Only these lines of the data below are wanted: the one with "cairo_mask(cr, soft);", the one with "cairo_pattern_t *gradient;", and any lines between them, each repeated exactly.

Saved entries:
********

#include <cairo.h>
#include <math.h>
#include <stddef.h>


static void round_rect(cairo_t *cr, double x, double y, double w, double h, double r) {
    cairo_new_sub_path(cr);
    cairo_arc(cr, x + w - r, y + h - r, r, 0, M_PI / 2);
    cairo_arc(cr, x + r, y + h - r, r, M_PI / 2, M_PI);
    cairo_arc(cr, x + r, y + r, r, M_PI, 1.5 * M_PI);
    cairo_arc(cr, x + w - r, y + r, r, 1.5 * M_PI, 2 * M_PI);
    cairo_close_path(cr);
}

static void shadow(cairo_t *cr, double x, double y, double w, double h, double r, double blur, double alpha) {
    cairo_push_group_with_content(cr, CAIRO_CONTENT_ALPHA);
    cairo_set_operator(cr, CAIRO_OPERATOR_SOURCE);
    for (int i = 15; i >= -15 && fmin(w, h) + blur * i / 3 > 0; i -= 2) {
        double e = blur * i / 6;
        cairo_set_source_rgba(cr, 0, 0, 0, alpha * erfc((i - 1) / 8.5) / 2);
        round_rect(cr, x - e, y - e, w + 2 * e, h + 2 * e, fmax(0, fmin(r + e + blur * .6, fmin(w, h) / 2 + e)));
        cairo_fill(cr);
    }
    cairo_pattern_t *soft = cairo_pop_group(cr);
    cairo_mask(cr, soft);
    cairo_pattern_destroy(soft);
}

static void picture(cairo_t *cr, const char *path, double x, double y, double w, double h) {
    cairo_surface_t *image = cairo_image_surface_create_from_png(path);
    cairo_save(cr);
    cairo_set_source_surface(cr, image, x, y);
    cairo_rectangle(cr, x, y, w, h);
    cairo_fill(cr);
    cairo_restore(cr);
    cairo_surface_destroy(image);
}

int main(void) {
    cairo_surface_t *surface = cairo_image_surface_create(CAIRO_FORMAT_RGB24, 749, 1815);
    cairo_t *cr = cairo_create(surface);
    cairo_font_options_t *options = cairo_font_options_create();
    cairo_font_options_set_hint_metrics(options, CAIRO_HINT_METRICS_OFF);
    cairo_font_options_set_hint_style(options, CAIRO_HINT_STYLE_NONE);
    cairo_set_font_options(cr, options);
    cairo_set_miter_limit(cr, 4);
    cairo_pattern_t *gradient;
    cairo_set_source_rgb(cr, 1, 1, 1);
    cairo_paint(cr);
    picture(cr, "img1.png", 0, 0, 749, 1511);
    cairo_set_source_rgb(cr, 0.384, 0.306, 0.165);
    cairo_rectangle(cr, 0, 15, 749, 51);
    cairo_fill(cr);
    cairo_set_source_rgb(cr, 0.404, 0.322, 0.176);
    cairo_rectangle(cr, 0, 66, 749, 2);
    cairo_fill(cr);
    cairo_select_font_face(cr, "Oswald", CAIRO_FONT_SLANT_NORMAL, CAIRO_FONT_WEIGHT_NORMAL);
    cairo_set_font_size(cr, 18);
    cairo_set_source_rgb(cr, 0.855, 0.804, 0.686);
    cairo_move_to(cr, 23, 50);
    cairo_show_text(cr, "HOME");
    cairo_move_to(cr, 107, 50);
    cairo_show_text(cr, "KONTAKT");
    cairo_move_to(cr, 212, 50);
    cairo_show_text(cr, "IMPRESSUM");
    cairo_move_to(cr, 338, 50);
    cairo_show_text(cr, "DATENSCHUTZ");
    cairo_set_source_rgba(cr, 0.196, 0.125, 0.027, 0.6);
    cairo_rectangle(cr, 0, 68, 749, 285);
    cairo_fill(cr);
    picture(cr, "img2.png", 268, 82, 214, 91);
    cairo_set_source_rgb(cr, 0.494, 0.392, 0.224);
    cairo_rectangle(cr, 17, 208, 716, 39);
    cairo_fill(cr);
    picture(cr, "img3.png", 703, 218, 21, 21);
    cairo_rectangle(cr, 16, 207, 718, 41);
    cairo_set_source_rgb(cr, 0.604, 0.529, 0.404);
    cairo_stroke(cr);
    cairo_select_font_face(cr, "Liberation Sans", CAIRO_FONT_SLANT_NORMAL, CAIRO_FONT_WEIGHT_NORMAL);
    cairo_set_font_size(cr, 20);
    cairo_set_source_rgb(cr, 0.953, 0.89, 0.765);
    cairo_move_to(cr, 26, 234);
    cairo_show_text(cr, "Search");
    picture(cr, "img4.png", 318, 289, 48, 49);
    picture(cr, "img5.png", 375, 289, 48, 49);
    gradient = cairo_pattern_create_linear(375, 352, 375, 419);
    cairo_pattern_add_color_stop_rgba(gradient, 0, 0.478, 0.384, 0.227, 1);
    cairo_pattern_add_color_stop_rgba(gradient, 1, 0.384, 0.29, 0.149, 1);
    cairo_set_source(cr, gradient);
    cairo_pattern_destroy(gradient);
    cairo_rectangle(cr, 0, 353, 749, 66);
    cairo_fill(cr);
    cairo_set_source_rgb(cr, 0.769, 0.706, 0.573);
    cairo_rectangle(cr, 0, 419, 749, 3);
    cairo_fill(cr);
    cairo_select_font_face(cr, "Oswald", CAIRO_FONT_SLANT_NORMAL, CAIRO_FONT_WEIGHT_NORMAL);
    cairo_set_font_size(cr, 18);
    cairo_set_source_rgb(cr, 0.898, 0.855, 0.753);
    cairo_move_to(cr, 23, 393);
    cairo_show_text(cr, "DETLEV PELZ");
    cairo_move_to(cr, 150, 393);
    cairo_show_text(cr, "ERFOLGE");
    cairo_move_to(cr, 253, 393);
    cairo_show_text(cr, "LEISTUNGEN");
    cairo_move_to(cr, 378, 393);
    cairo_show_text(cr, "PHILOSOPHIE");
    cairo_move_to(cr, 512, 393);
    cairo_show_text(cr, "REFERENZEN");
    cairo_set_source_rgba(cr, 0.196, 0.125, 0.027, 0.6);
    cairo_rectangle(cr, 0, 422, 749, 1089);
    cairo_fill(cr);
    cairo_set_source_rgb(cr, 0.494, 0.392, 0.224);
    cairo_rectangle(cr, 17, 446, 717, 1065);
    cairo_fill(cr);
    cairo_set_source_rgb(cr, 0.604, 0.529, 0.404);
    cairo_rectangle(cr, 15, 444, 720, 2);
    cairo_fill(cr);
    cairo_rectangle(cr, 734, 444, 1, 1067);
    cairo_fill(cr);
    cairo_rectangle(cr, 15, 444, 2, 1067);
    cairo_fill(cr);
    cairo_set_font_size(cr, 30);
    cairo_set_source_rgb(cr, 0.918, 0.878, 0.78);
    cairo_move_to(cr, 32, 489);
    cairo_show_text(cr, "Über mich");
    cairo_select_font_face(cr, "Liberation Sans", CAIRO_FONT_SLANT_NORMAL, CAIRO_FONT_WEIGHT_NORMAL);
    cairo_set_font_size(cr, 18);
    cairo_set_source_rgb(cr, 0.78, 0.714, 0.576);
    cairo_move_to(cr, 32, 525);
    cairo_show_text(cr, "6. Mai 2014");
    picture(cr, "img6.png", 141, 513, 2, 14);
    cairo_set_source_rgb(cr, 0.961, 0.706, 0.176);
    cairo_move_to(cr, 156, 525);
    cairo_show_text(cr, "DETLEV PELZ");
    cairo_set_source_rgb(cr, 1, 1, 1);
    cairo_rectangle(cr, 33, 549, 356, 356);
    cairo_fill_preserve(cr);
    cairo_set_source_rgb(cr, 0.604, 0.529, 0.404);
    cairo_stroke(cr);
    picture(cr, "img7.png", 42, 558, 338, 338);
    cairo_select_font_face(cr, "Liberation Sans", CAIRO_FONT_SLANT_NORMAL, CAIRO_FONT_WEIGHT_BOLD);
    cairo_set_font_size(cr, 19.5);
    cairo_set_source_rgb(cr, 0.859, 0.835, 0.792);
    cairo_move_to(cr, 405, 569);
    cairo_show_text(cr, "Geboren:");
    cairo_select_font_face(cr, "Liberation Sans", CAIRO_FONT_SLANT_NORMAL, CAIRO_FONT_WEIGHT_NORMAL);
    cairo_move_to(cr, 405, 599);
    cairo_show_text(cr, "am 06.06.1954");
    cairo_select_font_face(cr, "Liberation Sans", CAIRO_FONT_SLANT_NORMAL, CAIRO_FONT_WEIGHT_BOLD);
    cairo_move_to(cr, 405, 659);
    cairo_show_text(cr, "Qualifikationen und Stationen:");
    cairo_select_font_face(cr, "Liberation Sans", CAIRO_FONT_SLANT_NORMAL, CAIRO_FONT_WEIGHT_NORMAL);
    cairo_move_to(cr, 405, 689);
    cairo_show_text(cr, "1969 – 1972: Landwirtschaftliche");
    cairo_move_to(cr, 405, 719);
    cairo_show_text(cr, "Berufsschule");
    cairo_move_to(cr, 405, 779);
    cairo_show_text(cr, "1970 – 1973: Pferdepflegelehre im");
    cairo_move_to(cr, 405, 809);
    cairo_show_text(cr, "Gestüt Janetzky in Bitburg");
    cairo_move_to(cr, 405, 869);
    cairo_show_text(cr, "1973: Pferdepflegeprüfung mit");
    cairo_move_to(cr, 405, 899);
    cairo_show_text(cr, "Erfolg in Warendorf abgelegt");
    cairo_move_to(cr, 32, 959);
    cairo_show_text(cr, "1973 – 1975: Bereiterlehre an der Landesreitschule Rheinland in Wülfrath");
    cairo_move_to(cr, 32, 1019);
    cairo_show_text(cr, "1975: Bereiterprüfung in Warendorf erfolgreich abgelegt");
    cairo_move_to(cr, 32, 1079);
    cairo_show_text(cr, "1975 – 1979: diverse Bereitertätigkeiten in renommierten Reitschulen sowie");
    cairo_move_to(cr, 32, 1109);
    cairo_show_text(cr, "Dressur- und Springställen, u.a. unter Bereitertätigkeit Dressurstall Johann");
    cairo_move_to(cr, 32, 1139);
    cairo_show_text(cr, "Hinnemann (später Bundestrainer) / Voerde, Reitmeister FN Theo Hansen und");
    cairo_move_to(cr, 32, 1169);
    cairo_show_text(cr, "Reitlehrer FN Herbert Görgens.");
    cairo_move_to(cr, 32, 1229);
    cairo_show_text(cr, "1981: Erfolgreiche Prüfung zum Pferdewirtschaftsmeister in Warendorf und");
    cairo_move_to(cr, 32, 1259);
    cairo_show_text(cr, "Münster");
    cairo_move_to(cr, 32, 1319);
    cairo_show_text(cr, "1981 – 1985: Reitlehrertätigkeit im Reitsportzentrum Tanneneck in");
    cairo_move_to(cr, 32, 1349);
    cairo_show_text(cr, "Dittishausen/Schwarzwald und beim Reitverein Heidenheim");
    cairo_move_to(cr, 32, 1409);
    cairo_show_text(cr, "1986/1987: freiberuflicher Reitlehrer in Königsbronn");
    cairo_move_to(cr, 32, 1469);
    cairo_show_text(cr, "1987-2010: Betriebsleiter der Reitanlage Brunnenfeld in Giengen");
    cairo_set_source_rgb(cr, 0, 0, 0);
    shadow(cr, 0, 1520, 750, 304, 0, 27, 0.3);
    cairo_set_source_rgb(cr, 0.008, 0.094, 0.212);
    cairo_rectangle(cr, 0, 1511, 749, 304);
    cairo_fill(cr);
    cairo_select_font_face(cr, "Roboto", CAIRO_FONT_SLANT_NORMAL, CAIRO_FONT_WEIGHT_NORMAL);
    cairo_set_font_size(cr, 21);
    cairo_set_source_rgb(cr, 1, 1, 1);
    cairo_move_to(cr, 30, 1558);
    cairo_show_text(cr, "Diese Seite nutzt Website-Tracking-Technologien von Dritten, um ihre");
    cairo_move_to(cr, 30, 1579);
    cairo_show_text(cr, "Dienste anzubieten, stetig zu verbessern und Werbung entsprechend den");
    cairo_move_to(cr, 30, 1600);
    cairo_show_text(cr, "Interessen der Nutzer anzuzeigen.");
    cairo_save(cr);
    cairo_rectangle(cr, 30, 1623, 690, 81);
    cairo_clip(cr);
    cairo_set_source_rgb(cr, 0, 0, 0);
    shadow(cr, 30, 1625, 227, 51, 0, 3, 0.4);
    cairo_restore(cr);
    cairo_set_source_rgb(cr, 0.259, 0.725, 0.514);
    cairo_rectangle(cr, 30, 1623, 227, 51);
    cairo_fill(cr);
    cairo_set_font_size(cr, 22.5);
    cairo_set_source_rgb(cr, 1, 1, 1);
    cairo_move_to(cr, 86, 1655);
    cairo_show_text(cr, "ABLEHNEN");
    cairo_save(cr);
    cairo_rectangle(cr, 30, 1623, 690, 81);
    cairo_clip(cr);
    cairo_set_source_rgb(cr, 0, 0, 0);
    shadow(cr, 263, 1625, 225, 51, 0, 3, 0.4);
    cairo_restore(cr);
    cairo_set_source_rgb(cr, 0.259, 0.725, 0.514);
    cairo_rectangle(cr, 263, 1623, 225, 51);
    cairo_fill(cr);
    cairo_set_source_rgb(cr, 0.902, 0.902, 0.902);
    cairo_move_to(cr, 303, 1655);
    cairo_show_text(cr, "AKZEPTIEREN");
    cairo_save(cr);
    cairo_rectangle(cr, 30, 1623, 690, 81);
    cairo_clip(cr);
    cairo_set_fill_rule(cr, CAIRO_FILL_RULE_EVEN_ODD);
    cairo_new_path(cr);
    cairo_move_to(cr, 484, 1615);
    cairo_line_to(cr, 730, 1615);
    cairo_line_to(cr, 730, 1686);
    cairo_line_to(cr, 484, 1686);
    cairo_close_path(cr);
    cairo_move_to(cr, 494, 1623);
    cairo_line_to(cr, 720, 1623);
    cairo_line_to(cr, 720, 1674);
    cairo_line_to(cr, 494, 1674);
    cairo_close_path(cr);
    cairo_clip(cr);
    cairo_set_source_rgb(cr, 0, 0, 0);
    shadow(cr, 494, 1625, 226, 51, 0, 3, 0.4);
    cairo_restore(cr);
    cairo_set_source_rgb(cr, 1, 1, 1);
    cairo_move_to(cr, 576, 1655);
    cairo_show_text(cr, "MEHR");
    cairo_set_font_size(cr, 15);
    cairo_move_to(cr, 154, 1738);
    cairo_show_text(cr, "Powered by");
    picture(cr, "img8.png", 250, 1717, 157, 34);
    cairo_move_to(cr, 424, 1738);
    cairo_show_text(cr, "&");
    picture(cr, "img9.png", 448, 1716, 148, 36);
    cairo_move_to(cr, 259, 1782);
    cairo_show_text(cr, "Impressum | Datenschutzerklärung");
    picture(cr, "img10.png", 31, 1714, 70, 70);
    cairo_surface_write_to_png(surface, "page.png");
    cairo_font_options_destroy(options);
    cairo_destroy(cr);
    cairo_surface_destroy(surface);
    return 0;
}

********

Response for this exercise.
    cairo_mask(cr, soft);
    cairo_pattern_destroy(soft);
}

static void picture(cairo_t *cr, const char *path, double x, double y, double w, double h) {
    cairo_surface_t *image = cairo_image_surface_create_from_png(path);
    cairo_save(cr);
    cairo_set_source_surface(cr, image, x, y);
    cairo_rectangle(cr, x, y, w, h);
    cairo_fill(cr);
    cairo_restore(cr);
    cairo_surface_destroy(image);
}

int main(void) {
    cairo_surface_t *surface = cairo_image_surface_create(CAIRO_FORMAT_RGB24, 749, 1815);
    cairo_t *cr = cairo_create(surface);
    cairo_font_options_t *options = cairo_font_options_create();
    cairo_font_options_set_hint_metrics(options, CAIRO_HINT_METRICS_OFF);
    cairo_font_options_set_hint_style(options, CAIRO_HINT_STYLE_NONE);
    cairo_set_font_options(cr, options);
    cairo_set_miter_limit(cr, 4);
    cairo_pattern_t *gradient;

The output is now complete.